Implementing a proper end-to-end encryption might, as far as I understand, even make things worse, because there are other problems to be solved. First, nobody would be able to read the old messages if the mobile phone is broken and the user gets a new one. Second, there is a problem with identification here. How can you know the mobile phone you have established an end-to-end encryption to is the mobile phone you think it is? You can't use HTTPS certificates on millions of mobile phones. Sending an SMS with a code every time a connection is established really isn't a solution either.
The way to actually ensure nobody except the person you want can read your messages is to use something like Firefox Send, where the files are cyphered by an open-source program on your computer in a way that the server the file is uploaded to can't decypher it. It's inconvenient because you need to send the secret key to that person by some other means, and because the file gets deleted as soon as it's downloaded, but that's the price of security.
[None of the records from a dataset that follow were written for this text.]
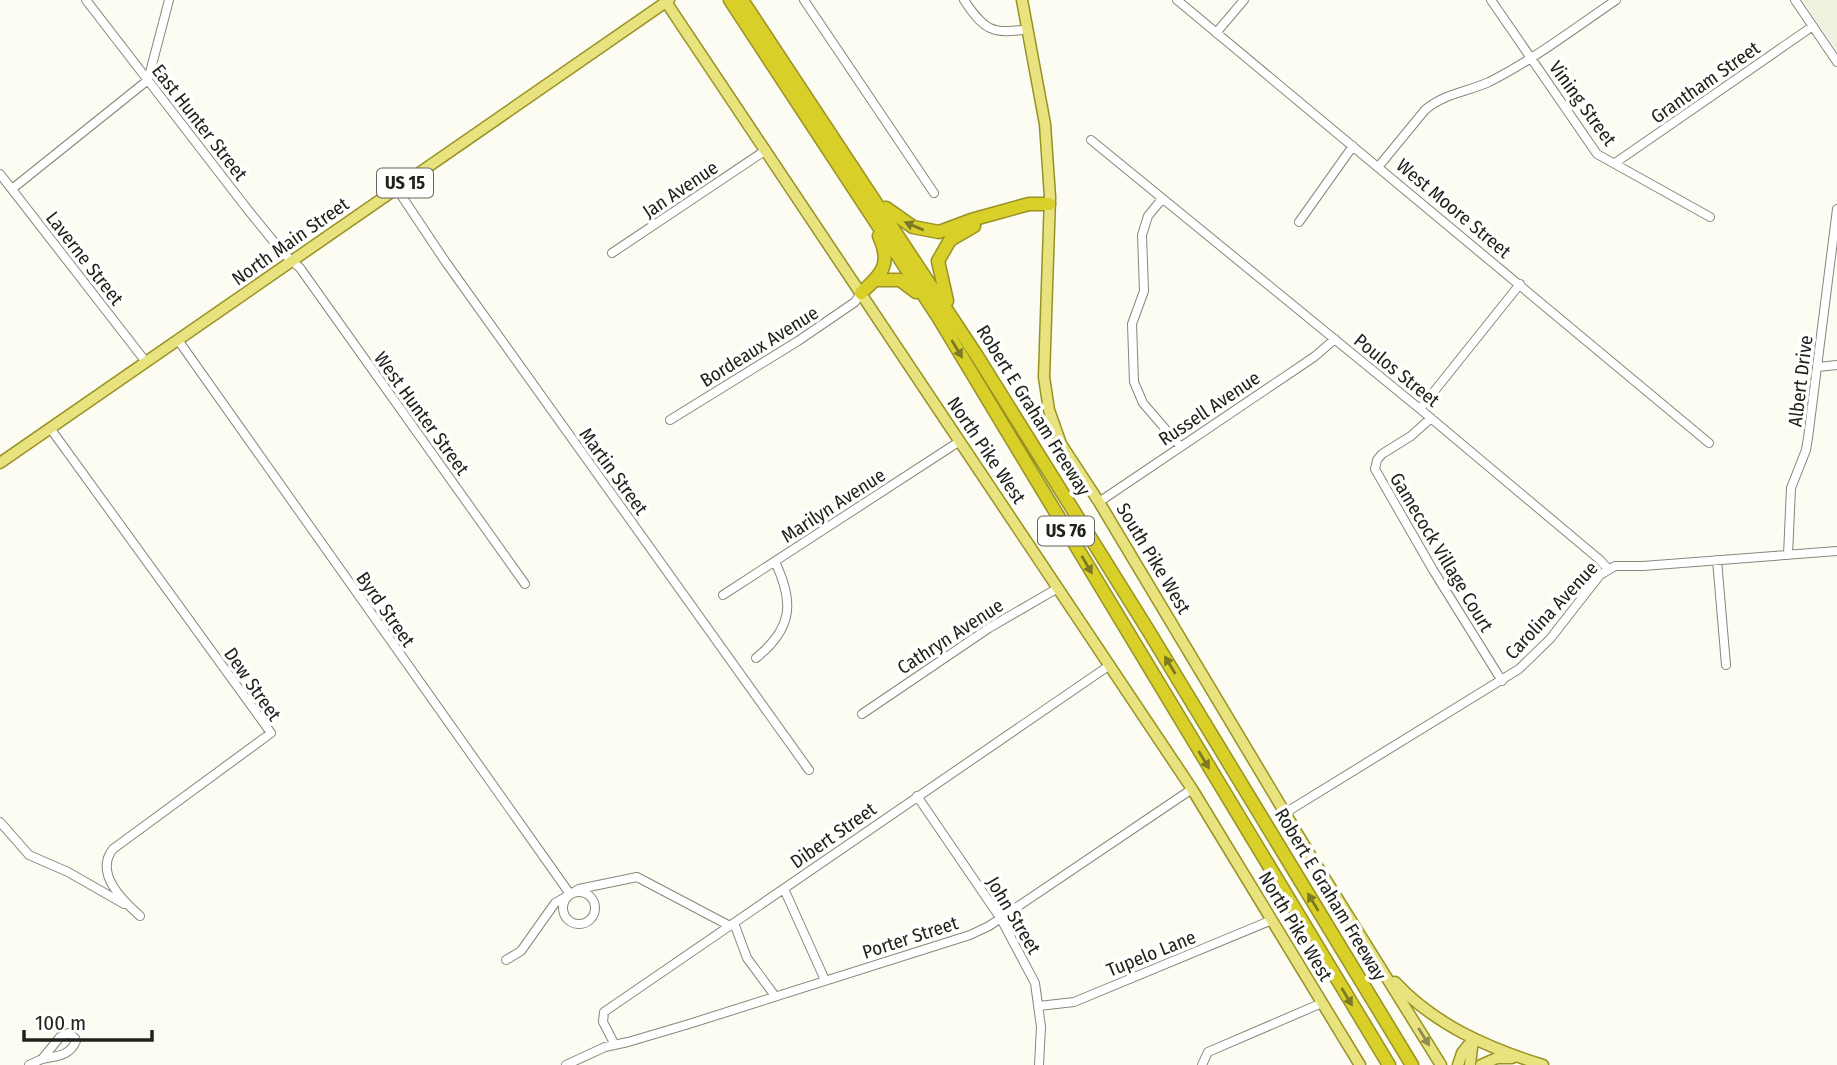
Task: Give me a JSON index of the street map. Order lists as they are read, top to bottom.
{
  "streets": {
    "highway": ["Robert E Graham Freeway", "US 76"],
    "main road": [
      "US 15",
      "North Main Street",
      "North Pike West",
      "South Pike West"
    ],
    "street": [
      "Grantham Street",
      "Vining Street",
      "East Hunter Street",
      "Jan Avenue",
      "West Moore Street",
      "Laverne Street",
      "Bordeaux Avenue",
      "Poulos Street",
      "Albert Drive",
      "Russell Avenue",
      "West Hunter Street",
      "Martin Street",
      "Marilyn Avenue",
      "Gamecock Village Court",
      "Byrd Street",
      "Carolina Avenue",
      "Cathryn Avenue",
      "Dew Street",
      "Dibert Street",
      "John Street",
      "Porter Street",
      "Tupelo Lane"
    ]
  },
  "crossings": [
    ["Grantham Street", "Vining Street"],
    ["East Hunter Street", "North Main Street"],
    ["East Hunter Street", "West Hunter Street"],
    ["Jan Avenue", "North Pike West"],
    ["North Main Street", "Laverne Street"],
    ["North Main Street", "West Hunter Street"],
    ["North Main Street", "North Pike West"],
    ["North Main Street", "Martin Street"],
    ["North Main Street", "Byrd Street"],
    ["North Main Street", "Dew Street"],
    ["Bordeaux Avenue", "North Pike West"],
    ["Poulos Street", "Russell Avenue"],
    ["Poulos Street", "Gamecock Village Court"],
    ["Poulos Street", "Carolina Avenue"],
    ["Albert Drive", "Carolina Avenue"],
    ["Russell Avenue", "South Pike West"],
    ["North Pike West", "Marilyn Avenue"],
    ["North Pike West", "Cathryn Avenue"],
    ["North Pike West", "Dibert Street"],
    ["North Pike West", "Porter Street"],
    ["North Pike West", "Tupelo Lane"],
    ["Gamecock Village Court", "Carolina Avenue"],
    ["South Pike West", "Carolina Avenue"],
    ["Dibert Street", "John Street"],
    ["Dibert Street", "Porter Street"],
    ["John Street", "Porter Street"],
    ["John Street", "Tupelo Lane"]
  ],
  "scale_bar": "100 m"
}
Does the Chinese government believe it prevents political dissidents and criminals? Well, it probably does, but I am certain that's wrong. Look, criminals don't care about speed and convenience. They are going to use TOR, or some even more secure and less convenient tool. And banning people from social networks for expressing unacceptable opinions is simply pushing those people into darker corners of the Internet where they don't hear counter-arguments.
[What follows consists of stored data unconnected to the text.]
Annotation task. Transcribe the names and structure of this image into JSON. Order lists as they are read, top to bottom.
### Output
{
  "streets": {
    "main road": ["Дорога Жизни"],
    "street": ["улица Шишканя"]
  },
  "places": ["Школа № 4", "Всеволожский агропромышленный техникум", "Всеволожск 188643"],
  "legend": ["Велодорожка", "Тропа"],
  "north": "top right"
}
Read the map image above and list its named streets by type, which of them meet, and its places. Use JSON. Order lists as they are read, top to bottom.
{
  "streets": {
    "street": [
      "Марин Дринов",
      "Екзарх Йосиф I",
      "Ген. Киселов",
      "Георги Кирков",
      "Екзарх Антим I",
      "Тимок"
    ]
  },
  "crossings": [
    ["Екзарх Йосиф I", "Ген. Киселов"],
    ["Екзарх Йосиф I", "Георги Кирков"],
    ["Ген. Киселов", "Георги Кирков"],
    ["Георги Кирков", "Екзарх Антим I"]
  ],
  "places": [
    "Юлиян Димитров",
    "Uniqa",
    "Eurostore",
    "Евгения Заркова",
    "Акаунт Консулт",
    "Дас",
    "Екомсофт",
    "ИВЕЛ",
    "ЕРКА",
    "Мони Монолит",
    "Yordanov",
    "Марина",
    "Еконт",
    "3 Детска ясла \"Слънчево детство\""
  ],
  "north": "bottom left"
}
Chinese government, wanting it to be possible for their informatic firms to operate, doesn't want to do collateral damage. That's why it hasn't blocked GitHub, despite it not banning people for expressing politically incorrect opinions, because its firms are relying on it. And that's why it blocks TOR relays (if you try to send some data to an IP of a publicly known TOR relay, there is no other explanation for that than that you are connecting to TOR), TOR bridges using flawed protocols (obfs3 is easy to detect by your server establishing a connection to it, and FTE is, if you know what to look for, even easier to detect than unmasked TOR traffic), but it doesn't block suspected obfs4 bridges (since it's hard to confirm that it's actually a TOR bridge, and blocking all suspected obfs4 bridges would interfere with all connections in unknown protocols) or meek bridges (since it's hard to reliably distinguish between somebody using the business-critical services hosted on Microsoft Azure and somebody using meek-azure, and you can't really do much with meek since it's slow and adds a lot of bandwidth).
One of the things that have really struck me while studying Chinese Internet is that Baidu Baike has quite a long article about the Great Leap Forward Famine and a relatively long article about TOR, while Zhihu even contains instructions on how to set up TOR. It makes me wonder if the Chinese government actually cares about restricting freedom of speech.